Judge Corley found that factors 1, 3, 6, and 7 weighed in favor of an employment relationship, factors 2, 4, and 5 weighed in favor of an independent contractor finding, and factor 8 was neutral. 

After weighing all of the factors, Judge Corley concluded that “[w]hile some factors weigh in favor of an employment relationship, Grubhub’s lack of all necessary control over Mr. Lawson’s work, including how he performed deliveries and even whether or for how long, along with other factors persuade the Court that the contractor classification was appropriate for Mr.
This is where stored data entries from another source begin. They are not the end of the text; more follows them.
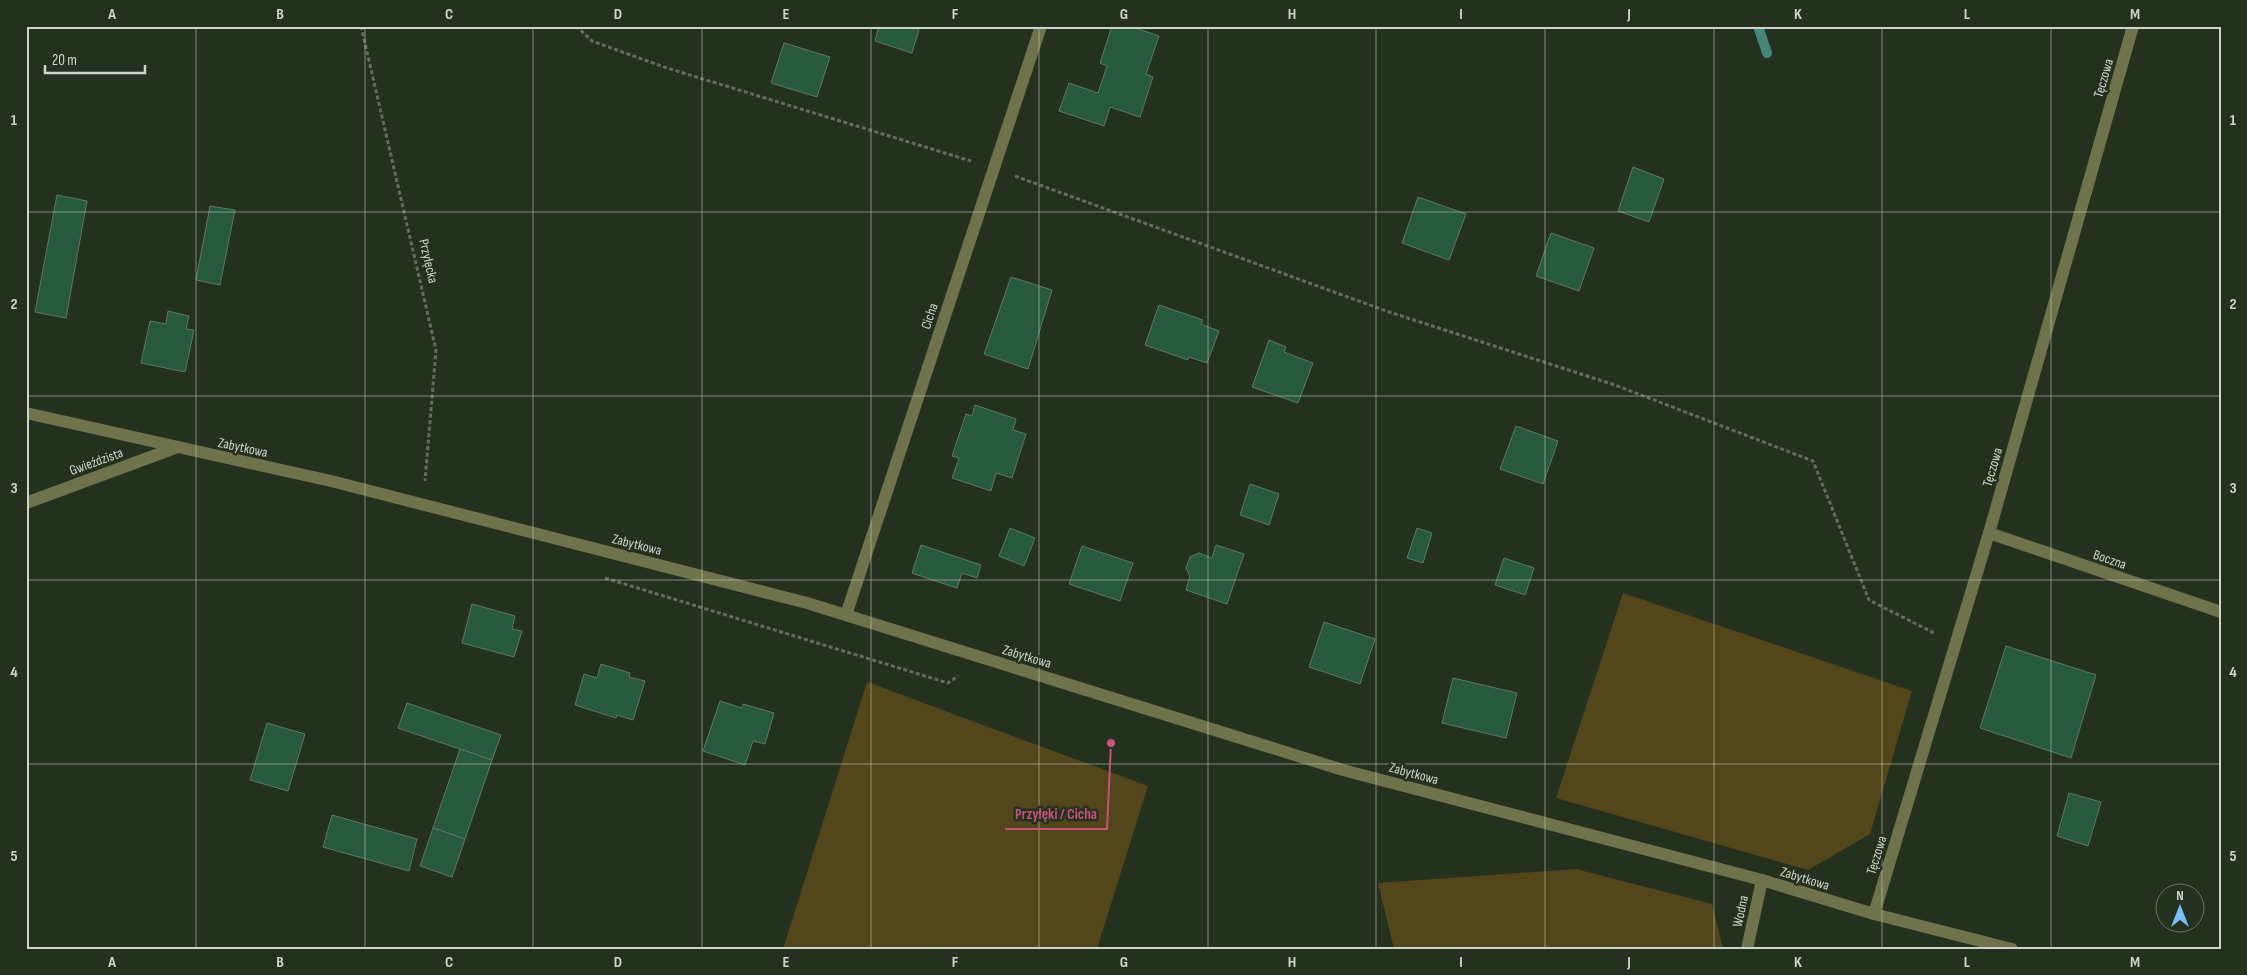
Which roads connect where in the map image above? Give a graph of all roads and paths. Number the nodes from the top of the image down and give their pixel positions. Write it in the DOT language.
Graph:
graph roads {
  1 [pos="361,26"];
  2 [pos="576,26"];
  3 [pos="1041,26"];
  4 [pos="2133,26"];
  5 [pos="994,168"];
  6 [pos="26,413"];
  7 [pos="175,448"];
  8 [pos="26,503"];
  9 [pos="423,504"];
  10 [pos="1989,533"];
  11 [pos="604,578"];
  12 [pos="2221,612"];
  13 [pos="846,615"];
  14 [pos="1956,644"];
  15 [pos="983,658"];
  16 [pos="1762,880"];
  17 [pos="1874,914"];
  18 [pos="1747,949"];
  19 [pos="2012,949"];
  1 -- 9 [label="path, Przyłęcka"];
  2 -- 5 [label="path"];
  3 -- 5 [label="street, Cicha"];
  4 -- 10 [label="street, Tęczowa"];
  5 -- 13 [label="street, Cicha"];
  5 -- 14 [label="path"];
  6 -- 7 [label="street, Zabytkowa"];
  7 -- 8 [label="street, Gwieździsta"];
  7 -- 9 [label="street, Zabytkowa"];
  9 -- 13 [label="street, Zabytkowa"];
  10 -- 12 [label="street, Boczna"];
  10 -- 14 [label="street, Tęczowa"];
  11 -- 15 [label="path"];
  13 -- 15 [label="street, Zabytkowa"];
  14 -- 17 [label="street, Tęczowa"];
  15 -- 16 [label="street, Zabytkowa"];
  16 -- 17 [label="street, Zabytkowa"];
  16 -- 18 [label="street, Wodna"];
  17 -- 19 [label="street, Zabytkowa"];
}
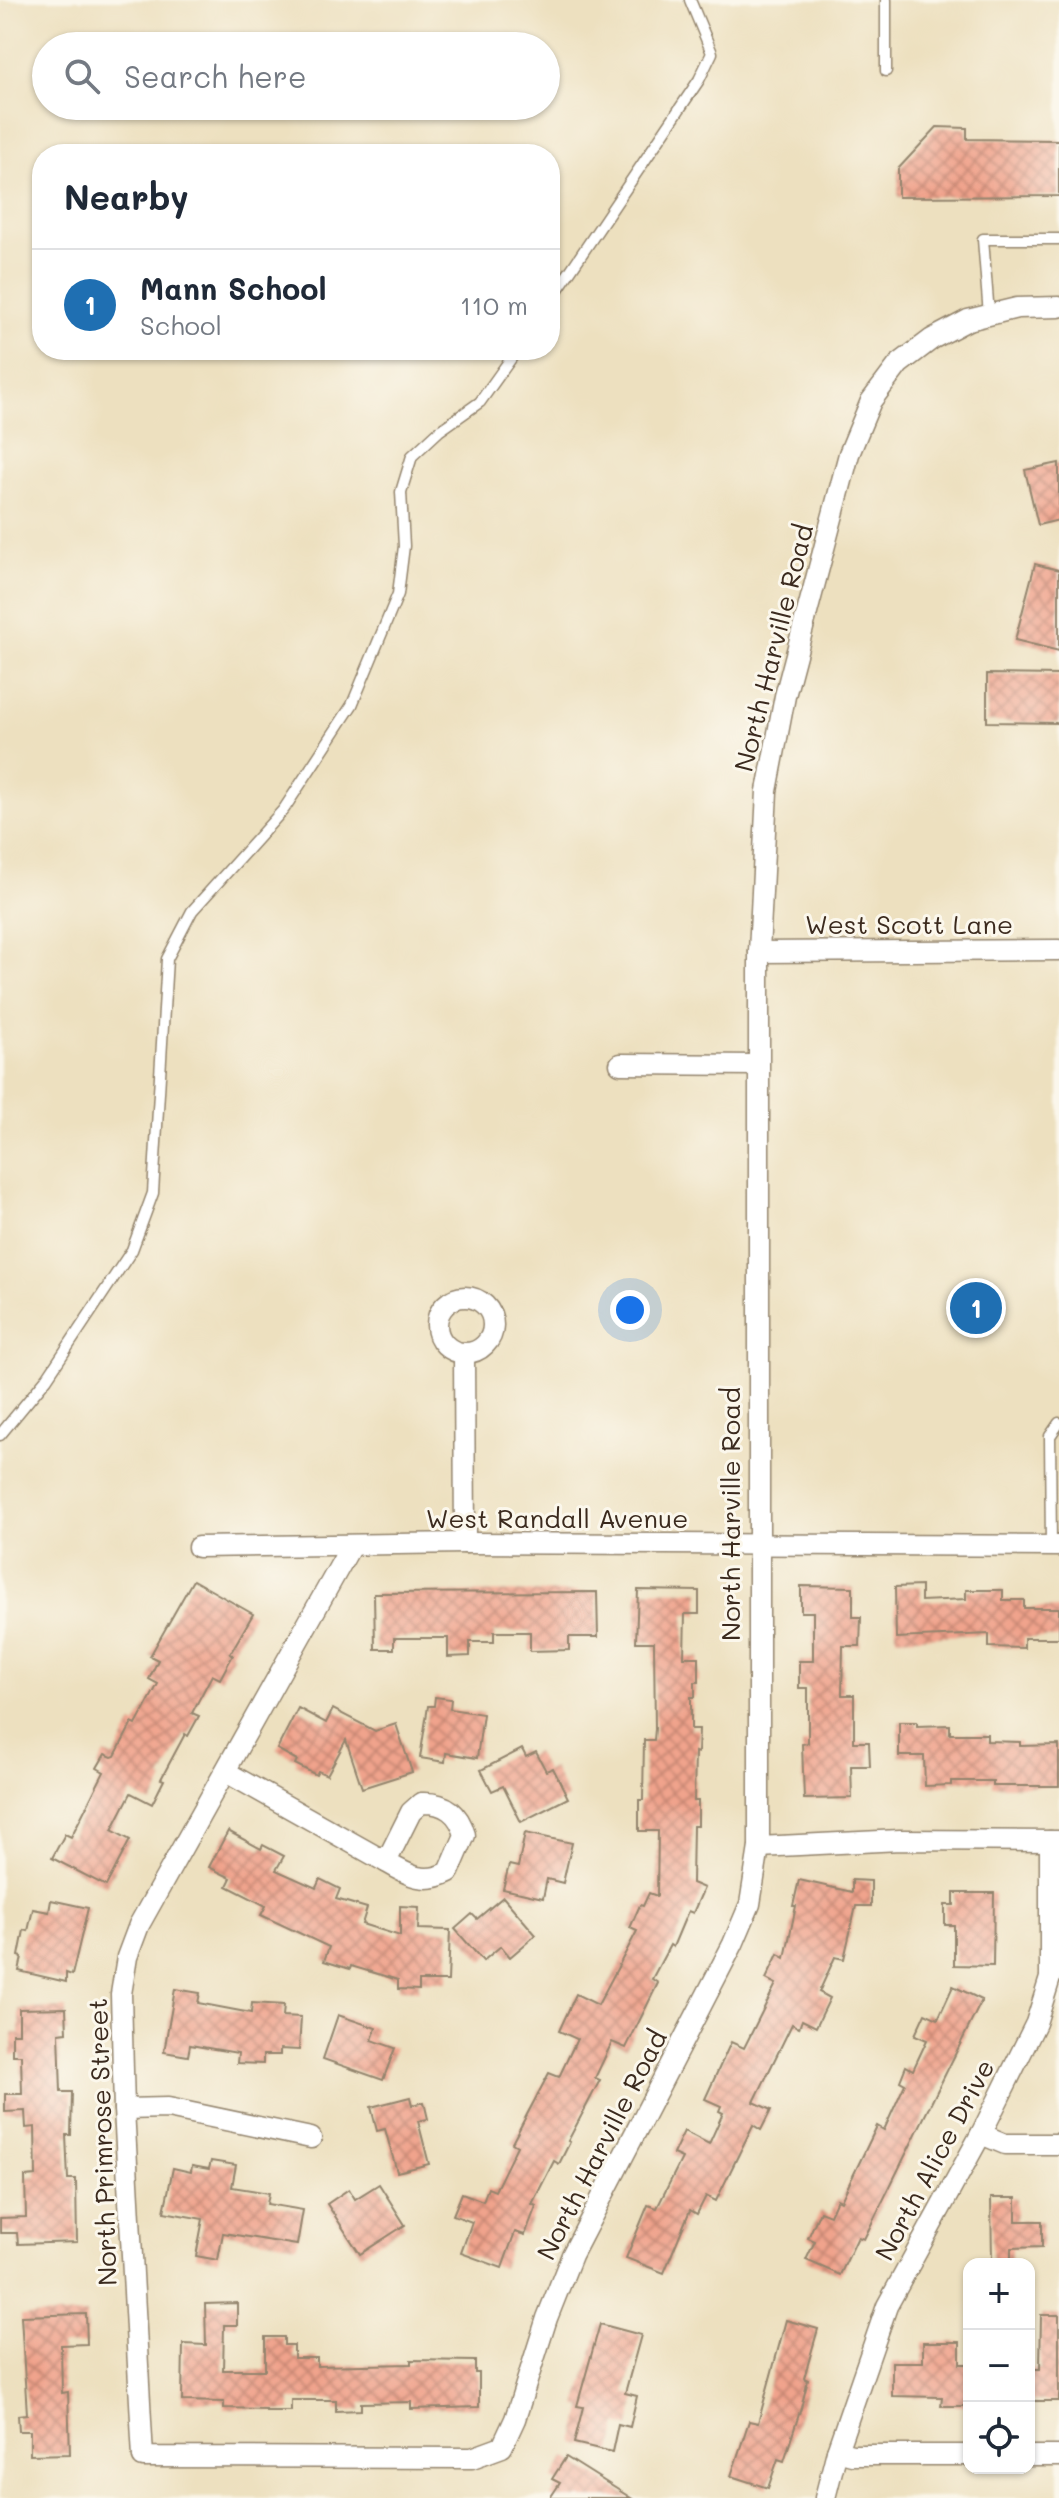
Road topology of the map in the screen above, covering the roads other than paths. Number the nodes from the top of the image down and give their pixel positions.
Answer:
1 (690, 0) edge
2 (886, 0) edge
3 (886, 71) dead end
4 (1059, 239) edge
5 (560, 286) edge
6 (1059, 307) edge
7 (989, 315) junction
8 (510, 360) edge
9 (1059, 950) edge
10 (759, 952) junction
11 (620, 1064) dead end
12 (758, 1065) junction
13 (464, 1353) dead end
14 (1059, 1423) edge
15 (0, 1435) edge
16 (465, 1543) junction
17 (351, 1546) junction
18 (1055, 1546) edge
19 (198, 1547) dead end
20 (757, 1547) junction
21 (226, 1772) junction
22 (1054, 1841) edge
23 (759, 1847) junction
24 (386, 1862) dead end
25 (124, 2109) junction
26 (981, 2134) junction
27 (311, 2138) dead end
28 (1059, 2144) edge
29 (837, 2451) junction
30 (963, 2455) edge
31 (1035, 2456) edge
32 (1059, 2456) edge
33 (143, 2457) joint
34 (825, 2498) edge

1 - 5 lane
2 - 3 lane
4 - 7 lane
6 - 7 street, North Harville Road
7 - 10 street, North Harville Road
8 - 15 lane
9 - 10 street, West Scott Lane
10 - 12 street, North Harville Road
11 - 12 street
12 - 20 street, North Harville Road
13 - 16 street
14 - 18 lane
16 - 17 street, West Randall Avenue
16 - 20 street, West Randall Avenue
17 - 19 street, West Randall Avenue
17 - 21 street, North Primrose Street
18 - 20 street, West Randall Avenue
20 - 23 street, North Harville Road
21 - 24 street
21 - 25 street, North Primrose Street
22 - 23 street
22 - 26 street, North Alice Drive
23 - 33 street, North Harville Road
25 - 27 street
25 - 33 street, North Primrose Street
26 - 28 street
26 - 29 street, North Alice Drive
29 - 30 street
29 - 34 street, North Alice Drive
31 - 32 street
Lawson during his brief tenure with Grubhub.” 

Impact of This Ruling

Judge Corley’s decision provides a detailed roadmap for the internet food ordering industry, and is to date the most comprehensive analysis by a judge of worker classifications in the gig economy. The decision will be dissected and analyzed by all those in the gig economy who classify workers as independent contractors or hope to do so.

The ruling will likely have a particularly strong impact in California, where the lawsuit was based. The lawsuit asserted violations of California law, and the Borello decision relied upon by Judge Corley was a California decision. Grubhub can feel confident, at least for now, in its designation of drivers as independent contractors in California. Other gig economy businesses in California should feel encouraged if they classify their workforce as independent contractors, but should keep in mind that Judge Corley’s decision was based on the specific  facts presented at trial. If different facts were presented, she could come to a different conclusion.  For example, if a gig economy business exerts more control over a worker by requiring particular shifts to be worked, or that the work be conducted in a certain manner,   a different result is possible.

Outside of California, the impact of this decision will be more limited. Other courts are not required to follow California decisions, although they may be persuaded by Judge Corley’s analysis. Also, because the Lawson decision is fact intensive, different facts may result in different outcomes. 

Finally, this decision may be undercut very soon if the California Supreme Court decides to do away with the Borello test and adopt, instead, the ABC test which is not favorable to gig economy businesses. This is a very real possibility, as the California Supreme Court heard oral arguments on that very issue February 6, 2018.

In other words, while the Lawson decision is certainly impactful, the issue of worker classification in the gig economy is far from settled.